When Don Brown talked about his expectations for Kenny Tate this season, the Terrapin football team’s defensive coordinator cryptically said “double digits” wouldn’t surprise him.
Tate is a second-year safety with rare athletic ability yet limited game experience, so there are very few statistics for which that prediction would make sense.
Was Brown talking about interceptions? Passes defended? Tackles?
“Sacks,” Brown said matter-of-factly. “Why, would that surprise you?”
Tate has emerged as one of the best players on the field during the first week and a half of the Terps’ preseason camp, and his freakish combination of size, speed and athleticism have his coaches dreaming about the possibilities for the upcoming season.
“He’s all over the place,” coach Ralph Friedgen said. “Every time you look up, he’s making a play.”
A converted wide receiver now playing at one of the Terps’ most talent-laden positions on the defense, Tate is aiming to be a defensive difference-maker this season in as many ways as he can.
Tate is currently listed as the second-team strong safety on the Terps’ depth chart behind Jamari McCollough, but that sells short his overall ability, versatility and the impact he could make.
“You could see me anywhere,” Tate said. “With our coverages, you never know. You never know what I’m going to be doing.”
And Brown was not embellishing when he made his prediction.
The gruff first-year assistant, who joined the Terps after last season following a successful tenure as head coach at the University of Massachusetts, doesn’t seem like the type to exaggerate.
Brown’s defense is known for attacking the quarterback, and he envisions Tate fitting perfectly into his system.
He expects Tate to be among the Terps’ defensive leaders in several statistical categories, but seemed most confident about the sacks.
“He’s found a home,” Brown said. “He’s playing at a tremendous level.”
Brown has four very talented safeties in Tate, McCollough, Terrell Skinner and Antwine Perez, but he expects each guy to play a lot this season and to be productive in his own way.

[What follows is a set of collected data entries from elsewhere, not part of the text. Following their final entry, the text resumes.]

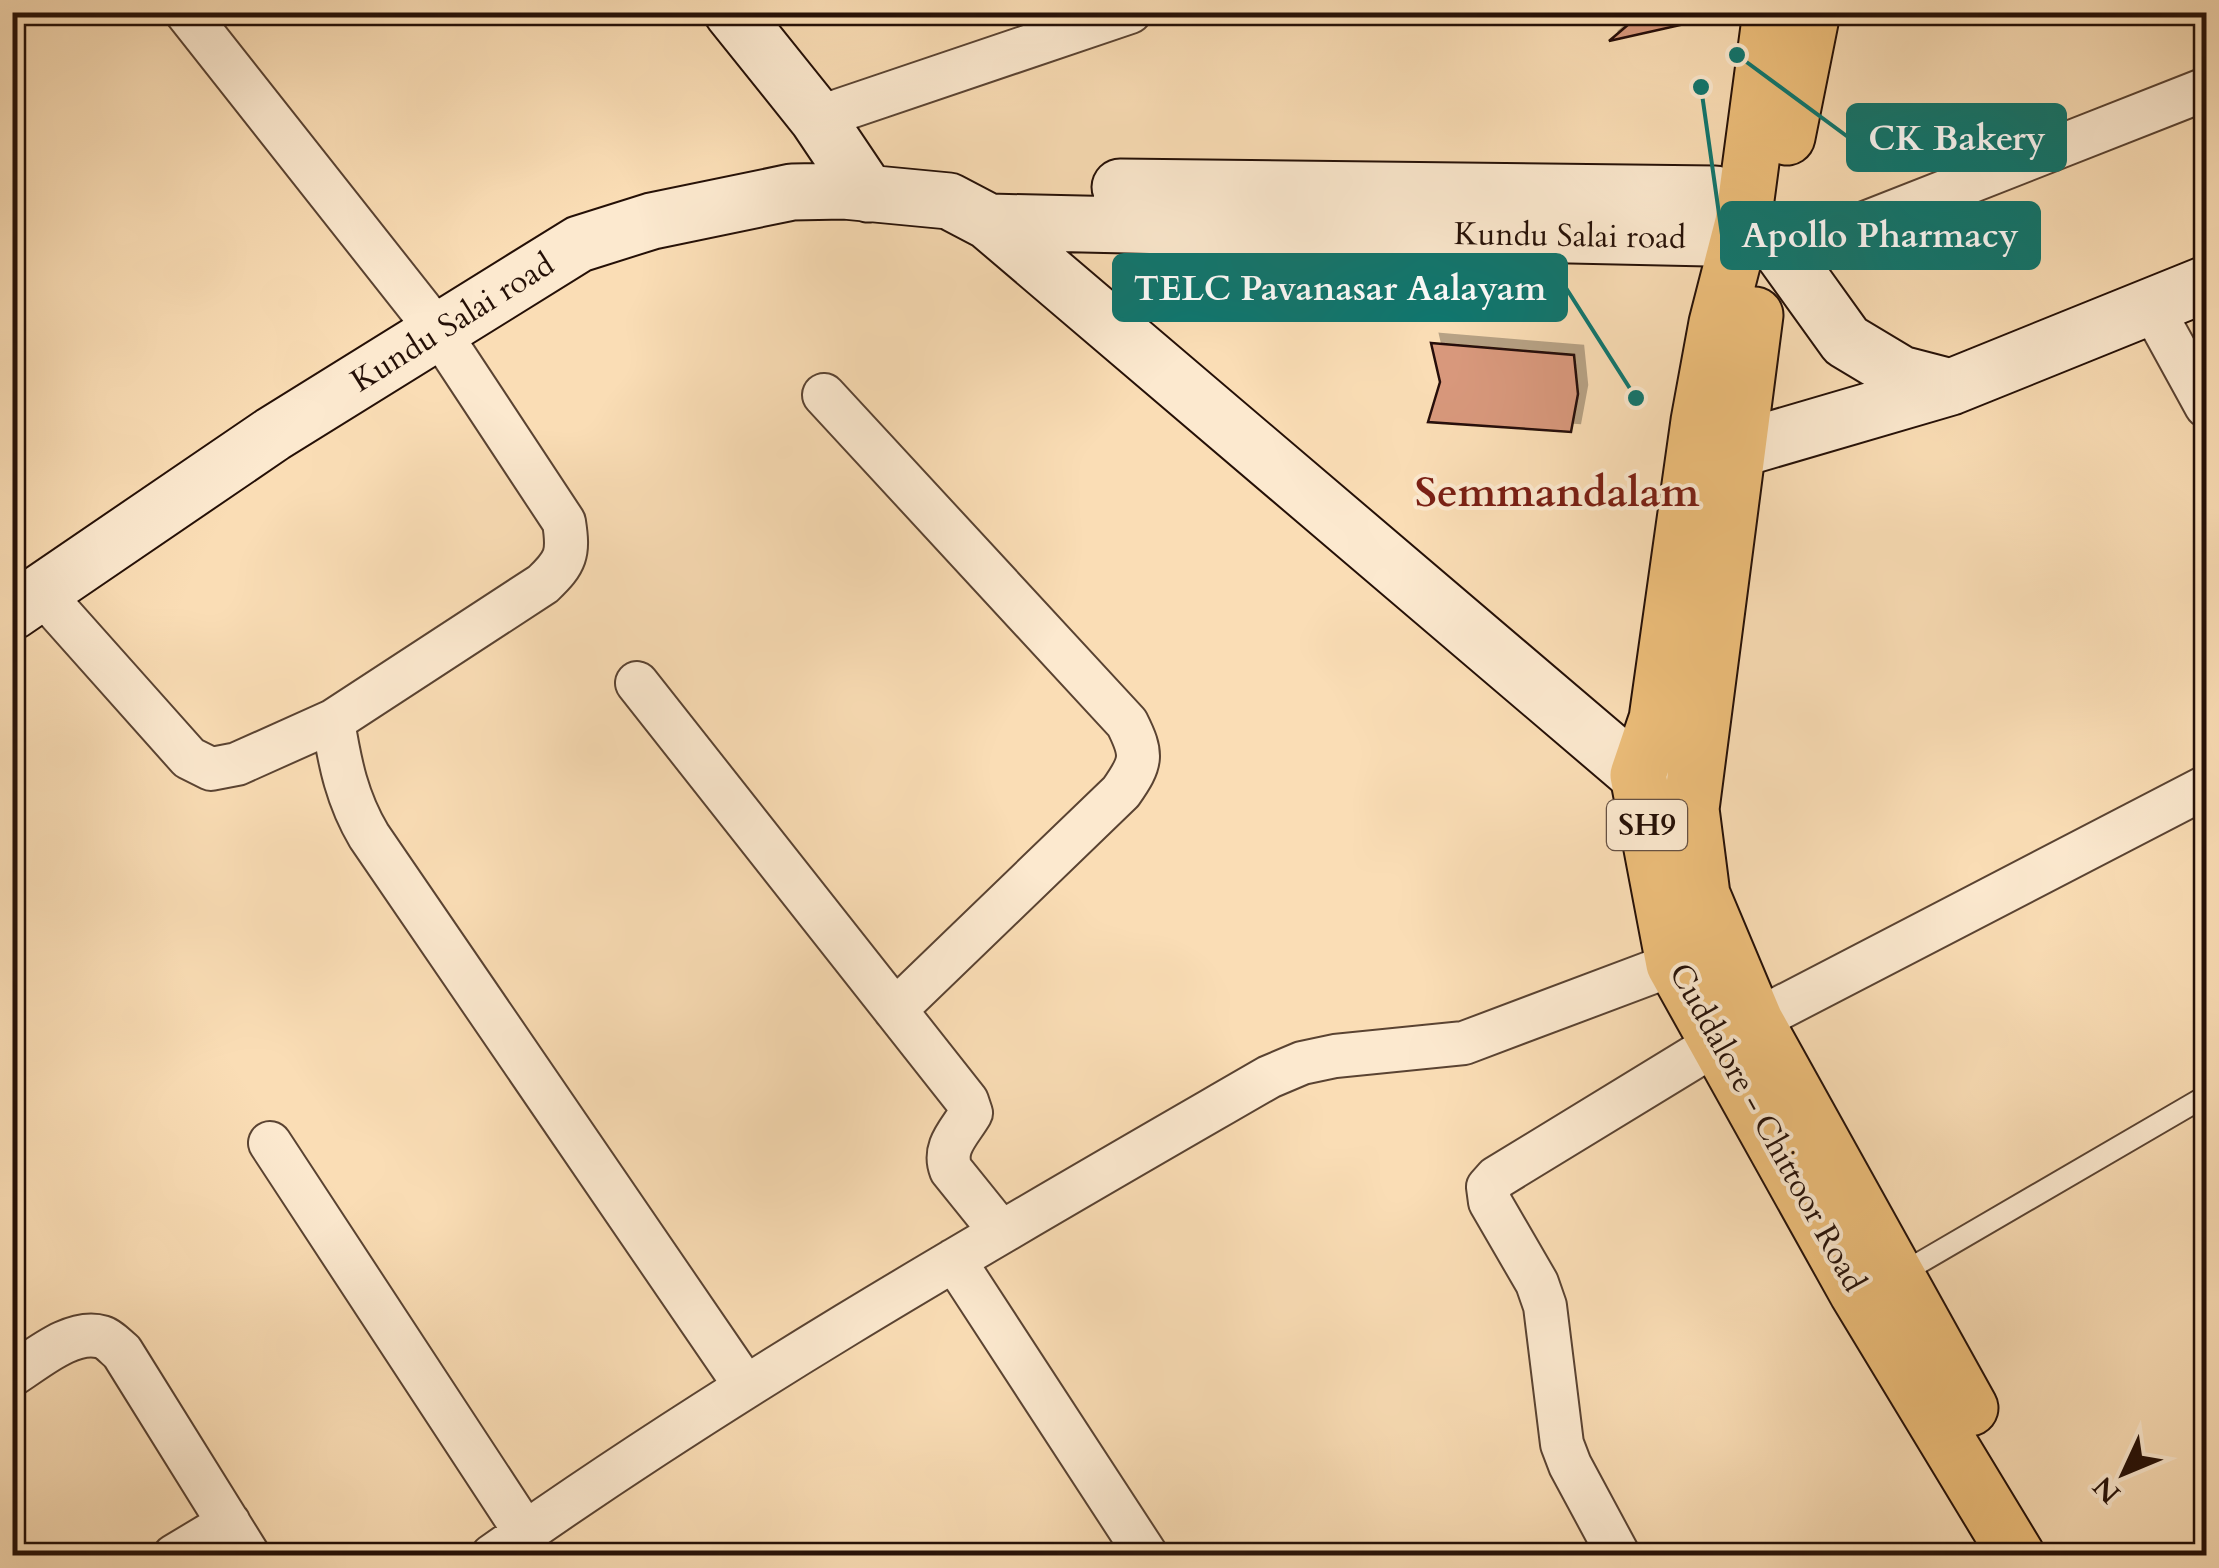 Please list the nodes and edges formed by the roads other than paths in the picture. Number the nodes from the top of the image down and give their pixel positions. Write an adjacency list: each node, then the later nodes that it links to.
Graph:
1 (186, 12): 14 (street)
2 (732, 12): 7 (main road)
3 (1130, 12): 7 (street)
4 (1771, 12): 10 (main road, Cuddalore - Chittoor Road / SH9)
5 (1812, 12): 10 (main road, Cuddalore - Chittoor Road)
6 (2206, 89): 11 (street)
7 (817, 118): 8 (main road)
8 (868, 194): 9 (main road, Kundu Salai road); 14 (main road, Kundu Salai road)
9 (969, 211): 10 (main road, Kundu Salai road); 22 (main road)
10 (1755, 227): 15 (main road, Kundu Salai road); 18 (main road, Cuddalore - Chittoor Road); 22 (main road, Cuddalore - Chittoor Road / SH9)
11 (1837, 234)
12 (2206, 284): 13 (main road)
13 (2150, 304): 15 (main road); 17 (street)
14 (438, 331): 19 (main road, Kundu Salai road); 21 (street)
15 (1951, 387): 18 (main road)
16 (824, 394): 26 (street)
17 (2206, 406)
18 (1736, 450): 24 (main road, Cuddalore - Chittoor Road)
19 (27, 602): 21 (street)
20 (637, 683): 26 (street)
21 (333, 721): 34 (street)
22 (1638, 776): 24 (main road); 25 (main road, Cuddalore - Chittoor Road / SH9)
23 (2206, 787): 27 (street)
24 (1694, 789): 27 (main road, Cuddalore - Chittoor Road)
25 (1674, 964): 27 (main road, Cuddalore - Chittoor Road / SH9); 30 (street)
26 (895, 1010): 30 (street)
27 (1736, 1032): 32 (main road, Cuddalore - Chittoor Road); 39 (street); 40 (main road, Cuddalore - Chittoor Road / SH9)
28 (2206, 1096): 32 (lane)
29 (270, 1142): 36 (street)
30 (1001, 1232): 31 (street)
31 (954, 1260): 34 (street); 38 (street)
32 (1896, 1277): 41 (main road, Cuddalore - Chittoor Road)
33 (12, 1376): 35 (street)
34 (746, 1387): 36 (street)
35 (239, 1539): 37 (street)
36 (508, 1544)
37 (174, 1556)
38 (1148, 1556)
39 (1619, 1556)
40 (2017, 1556)
41 (2052, 1556)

Skinner and Perez are the big hitters, and McCollough has the speed and coverage skills.
But Tate can do it all.
At 6-foot-4 and 225 pounds, he has the size to play near the line of scrimmage, but he also has the speed to drop back into coverage.
“He can play anywhere. We’re just trying to find as much flexibility for him as possible,” Brown said. “He’s a safety body type, but he’s also a linebacker’s body type, and I’m not sure he couldn’t put his hand on the ground [and play defensive line]. So we’re trying to take advantage of his versatility.”

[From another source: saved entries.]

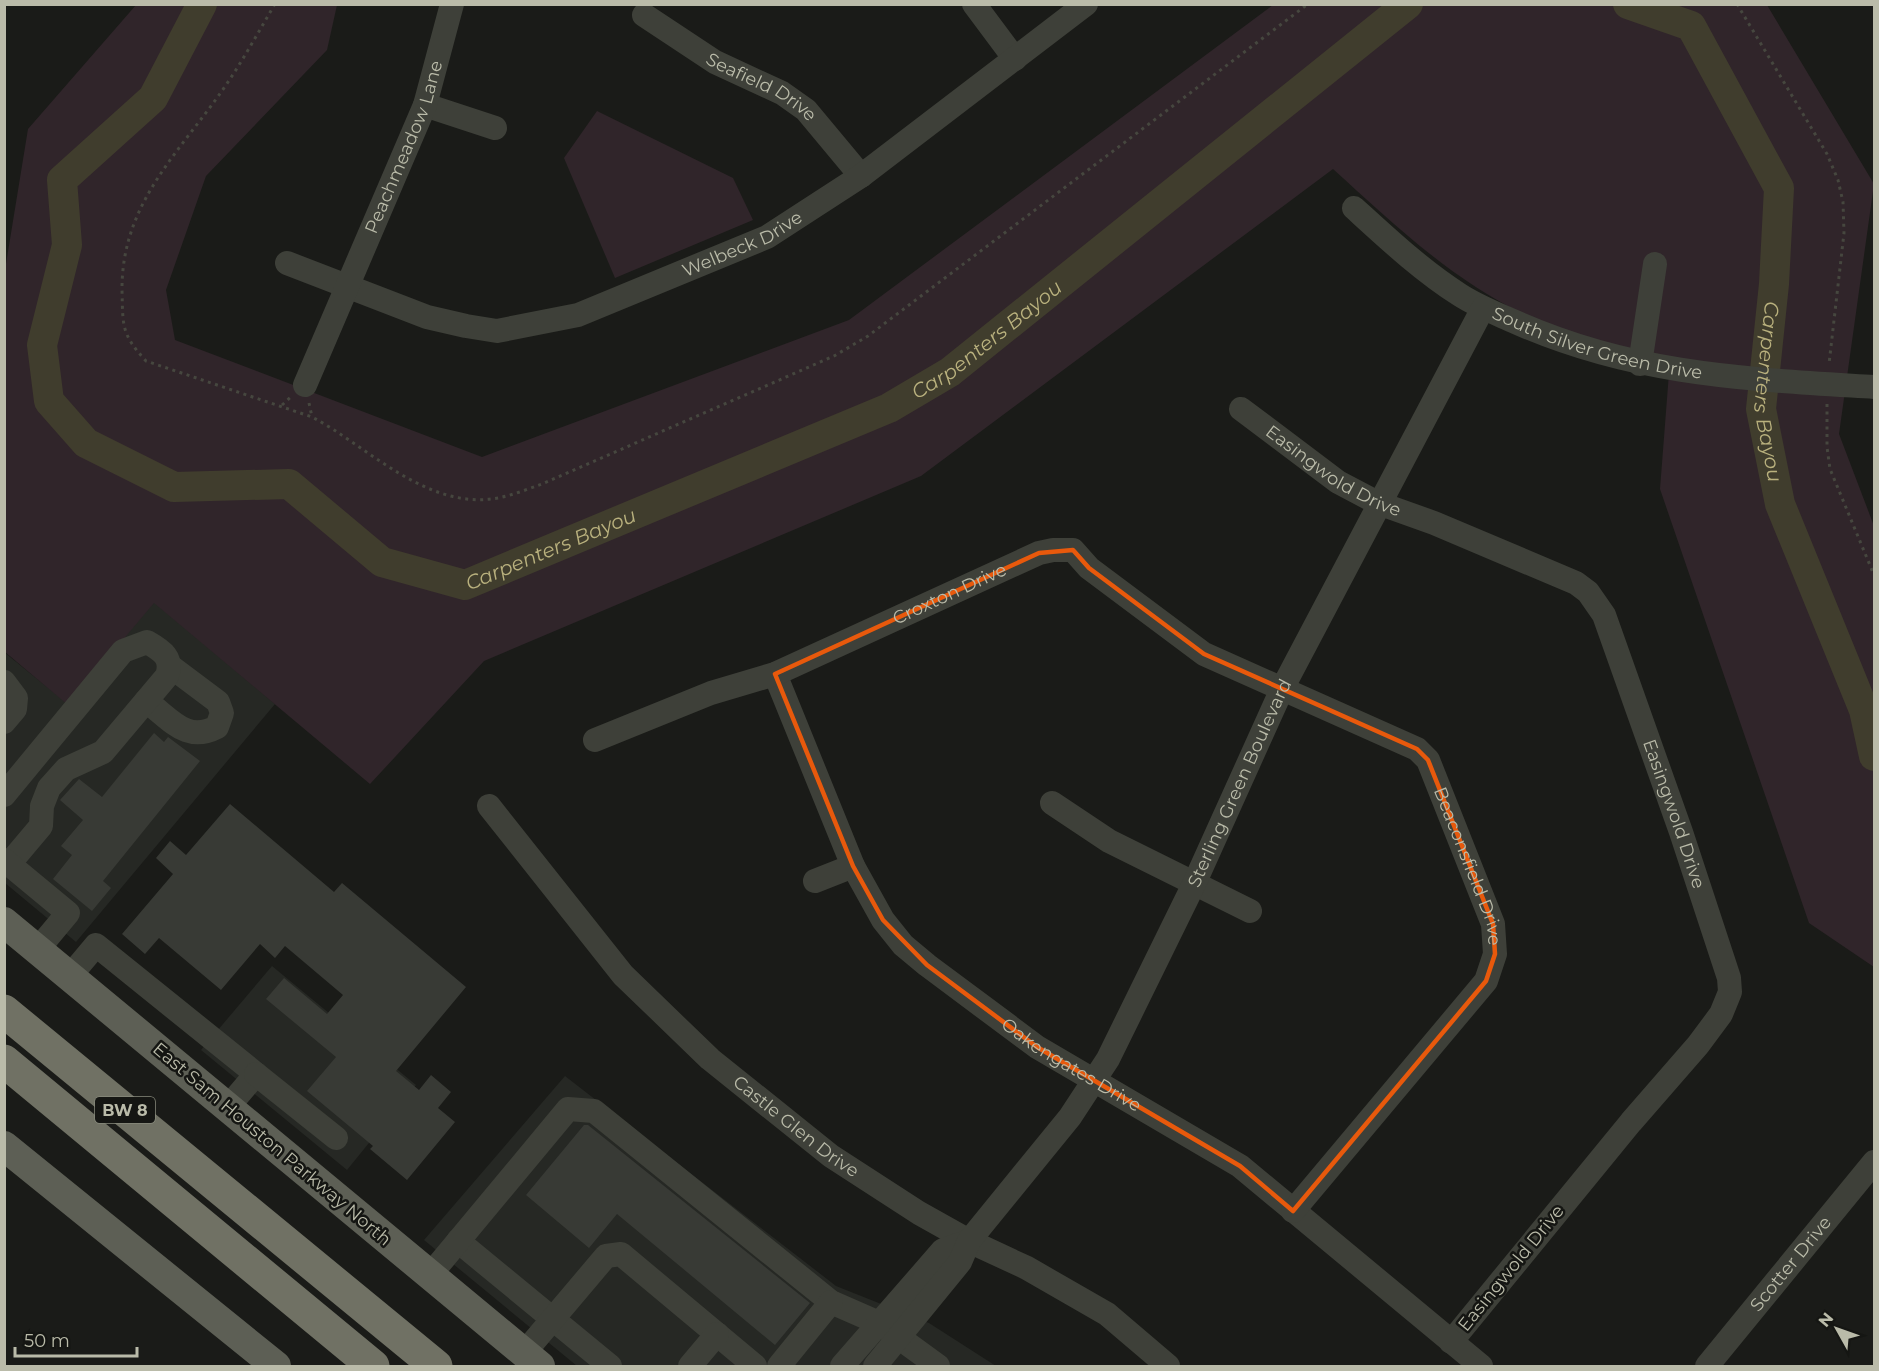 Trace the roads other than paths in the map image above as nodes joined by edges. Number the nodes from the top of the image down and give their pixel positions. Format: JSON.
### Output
{"nodes":[{"id":1,"x":452,"y":4,"type":"edge"},
{"id":2,"x":974,"y":4,"type":"edge"},
{"id":3,"x":1086,"y":4,"type":"edge"},
{"id":4,"x":644,"y":15,"type":"dead end"},
{"id":5,"x":1015,"y":58,"type":"junction"},
{"id":6,"x":425,"y":105,"type":"junction"},
{"id":7,"x":495,"y":128,"type":"dead end"},
{"id":8,"x":861,"y":176,"type":"junction"},
{"id":9,"x":1354,"y":208,"type":"dead end"},
{"id":10,"x":287,"y":263,"type":"dead end"},
{"id":11,"x":1655,"y":264,"type":"dead end"},
{"id":12,"x":346,"y":286,"type":"junction"},
{"id":13,"x":1483,"y":308,"type":"junction"},
{"id":14,"x":1640,"y":364,"type":"junction"},
{"id":15,"x":305,"y":385,"type":"dead end"},
{"id":16,"x":1875,"y":387,"type":"edge"},
{"id":17,"x":1241,"y":409,"type":"dead end"},
{"id":18,"x":1377,"y":503,"type":"junction"},
{"id":19,"x":170,"y":666,"type":"junction"},
{"id":20,"x":775,"y":674,"type":"junction"},
{"id":21,"x":4,"y":682,"type":"edge"},
{"id":22,"x":1282,"y":689,"type":"junction"},
{"id":23,"x":146,"y":701,"type":"junction"},
{"id":24,"x":4,"y":722,"type":"edge"},
{"id":25,"x":595,"y":740,"type":"dead end"},
{"id":26,"x":4,"y":795,"type":"edge"},
{"id":27,"x":1052,"y":803,"type":"dead end"},
{"id":28,"x":489,"y":806,"type":"dead end"},
{"id":29,"x":7,"y":862,"type":"edge"},
{"id":30,"x":853,"y":866,"type":"junction"},
{"id":31,"x":814,"y":881,"type":"dead end"},
{"id":32,"x":1194,"y":884,"type":"junction"},
{"id":33,"x":1250,"y":911,"type":"dead end"},
{"id":34,"x":4,"y":922,"type":"edge"},
{"id":35,"x":38,"y":949,"type":"junction"},
{"id":36,"x":70,"y":976,"type":"junction"},
{"id":37,"x":4,"y":997,"type":"edge"},
{"id":38,"x":4,"y":1011,"type":"edge"},
{"id":39,"x":4,"y":1061,"type":"edge"},
{"id":40,"x":256,"y":1074,"type":"junction"},
{"id":41,"x":1095,"y":1079,"type":"junction"},
{"id":42,"x":4,"y":1088,"type":"edge"},
{"id":43,"x":228,"y":1107,"type":"junction"},
{"id":44,"x":336,"y":1138,"type":"dead end"},
{"id":45,"x":4,"y":1146,"type":"edge"},
{"id":46,"x":1875,"y":1162,"type":"edge"},
{"id":47,"x":246,"y":1210,"type":"junction"},
{"id":48,"x":1293,"y":1210,"type":"junction"},
{"id":49,"x":209,"y":1230,"type":"junction"},
{"id":50,"x":458,"y":1241,"type":"junction"},
{"id":51,"x":969,"y":1241,"type":"junction"},
{"id":52,"x":430,"y":1275,"type":"junction"},
{"id":53,"x":831,"y":1302,"type":"junction"},
{"id":54,"x":552,"y":1320,"type":"junction"},
{"id":55,"x":879,"y":1323,"type":"junction"},
{"id":56,"x":717,"y":1334,"type":"junction"},
{"id":57,"x":900,"y":1336,"type":"junction"},
{"id":58,"x":1450,"y":1342,"type":"junction"},
{"id":59,"x":532,"y":1360,"type":"edge"},
{"id":60,"x":926,"y":1363,"type":"edge"},
{"id":61,"x":276,"y":1366,"type":"edge"},
{"id":62,"x":373,"y":1366,"type":"edge"},
{"id":63,"x":436,"y":1366,"type":"edge"},
{"id":64,"x":610,"y":1366,"type":"edge"},
{"id":65,"x":690,"y":1366,"type":"edge"},
{"id":66,"x":754,"y":1366,"type":"edge"},
{"id":67,"x":779,"y":1366,"type":"edge"},
{"id":68,"x":842,"y":1366,"type":"edge"},
{"id":69,"x":875,"y":1366,"type":"edge"},
{"id":70,"x":1168,"y":1366,"type":"edge"},
{"id":71,"x":1481,"y":1366,"type":"edge"},
{"id":72,"x":1707,"y":1366,"type":"edge"}],
"edges":[{"from":1,"to":6,"type":"street","name":"Peachmeadow Lane"},
{"from":2,"to":5,"type":"street"},
{"from":3,"to":5,"type":"street","name":"Welbeck Drive"},
{"from":4,"to":8,"type":"street","name":"Seafield Drive"},
{"from":5,"to":8,"type":"street","name":"Welbeck Drive"},
{"from":6,"to":7,"type":"street"},
{"from":6,"to":12,"type":"street","name":"Peachmeadow Lane"},
{"from":8,"to":12,"type":"street","name":"Welbeck Drive"},
{"from":9,"to":13,"type":"street","name":"South Silver Green Drive"},
{"from":10,"to":12,"type":"street"},
{"from":11,"to":14,"type":"street"},
{"from":12,"to":15,"type":"street","name":"Peachmeadow Lane"},
{"from":13,"to":14,"type":"street","name":"South Silver Green Drive"},
{"from":13,"to":18,"type":"street","name":"Sterling Green Boulevard"},
{"from":14,"to":16,"type":"street","name":"South Silver Green Drive"},
{"from":17,"to":18,"type":"street","name":"Easingwold Drive"},
{"from":18,"to":22,"type":"street","name":"Sterling Green Boulevard"},
{"from":18,"to":58,"type":"street","name":"Easingwold Drive"},
{"from":19,"to":23,"type":"street"},
{"from":19,"to":23,"type":"street"},
{"from":19,"to":26,"type":"street"},
{"from":20,"to":22,"type":"street","name":"Croxton Drive"},
{"from":20,"to":25,"type":"street","name":"Croxton Drive"},
{"from":20,"to":30,"type":"street","name":"Oakengates Drive"},
{"from":21,"to":24,"type":"street"},
{"from":22,"to":32,"type":"street","name":"Sterling Green Boulevard"},
{"from":22,"to":48,"type":"street","name":"Beaconsfield Drive"},
{"from":23,"to":29,"type":"street"},
{"from":27,"to":32,"type":"street"},
{"from":28,"to":51,"type":"street","name":"Castle Glen Drive"},
{"from":29,"to":35,"type":"street"},
{"from":30,"to":31,"type":"street"},
{"from":30,"to":41,"type":"street","name":"Oakengates Drive"},
{"from":32,"to":33,"type":"street"},
{"from":32,"to":41,"type":"street","name":"Sterling Green Boulevard"},
{"from":34,"to":35,"type":"main road","name":"East Sam Houston Parkway North"},
{"from":35,"to":36,"type":"main road","name":"East Sam Houston Parkway North"},
{"from":36,"to":40,"type":"street"},
{"from":36,"to":43,"type":"main road","name":"East Sam Houston Parkway North"},
{"from":37,"to":47,"type":"highway"},
{"from":38,"to":47,"type":"highway","number":"BW 8"},
{"from":39,"to":49,"type":"highway","number":"BW 8"},
{"from":40,"to":43,"type":"street"},
{"from":40,"to":44,"type":"street"},
{"from":41,"to":48,"type":"street","name":"Oakengates Drive"},
{"from":41,"to":51,"type":"street","name":"Sterling Green Boulevard"},
{"from":42,"to":49,"type":"highway"},
{"from":43,"to":52,"type":"main road","name":"East Sam Houston Parkway North"},
{"from":45,"to":61,"type":"main road"},
{"from":46,"to":72,"type":"street","name":"Scotter Drive"},
{"from":47,"to":63,"type":"highway","number":"BW 8"},
{"from":48,"to":58,"type":"street","name":"Oakengates Drive"},
{"from":49,"to":62,"type":"highway","number":"BW 8"},
{"from":50,"to":52,"type":"street"},
{"from":50,"to":53,"type":"street"},
{"from":50,"to":54,"type":"street"},
{"from":51,"to":55,"type":"street","name":"Sterling Green Boulevard"},
{"from":51,"to":57,"type":"street","name":"Sterling Green Boulevard"},
{"from":51,"to":70,"type":"street","name":"Castle Glen Drive"},
{"from":52,"to":59,"type":"main road","name":"East Sam Houston Parkway North"},
{"from":53,"to":55,"type":"street"},
{"from":53,"to":67,"type":"street"},
{"from":54,"to":56,"type":"street"},
{"from":54,"to":59,"type":"street"},
{"from":54,"to":64,"type":"street"},
{"from":55,"to":57,"type":"street"},
{"from":55,"to":68,"type":"street","name":"Sterling Green Boulevard"},
{"from":56,"to":65,"type":"street"},
{"from":56,"to":66,"type":"street"},
{"from":57,"to":60,"type":"street"},
{"from":57,"to":69,"type":"street","name":"Sterling Green Boulevard"},
{"from":58,"to":71,"type":"street","name":"Oakengates Drive"}]}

And what is making the high expectations possible, and perhaps even more incredible, is how quickly Tate is picking up the intricacies of the complicated defensive scheme. He is only a little more than a year removed from leaving high school as a highly-touted wide receiver.
“The thing about it is how smart he is,” safeties coach Kevin Lempa said. “I’ve never had a kid like that who can do all those things.”
Tate played both wide receiver and safety at storied DeMatha Catholic High School in Hyattsville, but he came to the Terps as a wideout, only switching to defense full-time once he was here.
Friedgen suggested the move last season because the Terps had, and still have, a deep corps of wide receivers, and Tate liked the idea.
After he became more comfortable as a defensive player last year, he decided to stay on that side of the ball this season.
“I’m in the right mindset to play defense,” Tate said. “Last year I had all the physical capabilities to play safety but I wasn’t really there mentally yet. Not mentally like I didn’t know the defense, just things like the mindset of being on defense and backpedaling and having the vision and seeing things. I was still offensive-minded.”
So with the physical ability, the mental capacity and the trust of his coaches to succeed, there is very little standing in the way between Tate and a monster season.
“I’m just trying to play to my capabilities,” Tate said.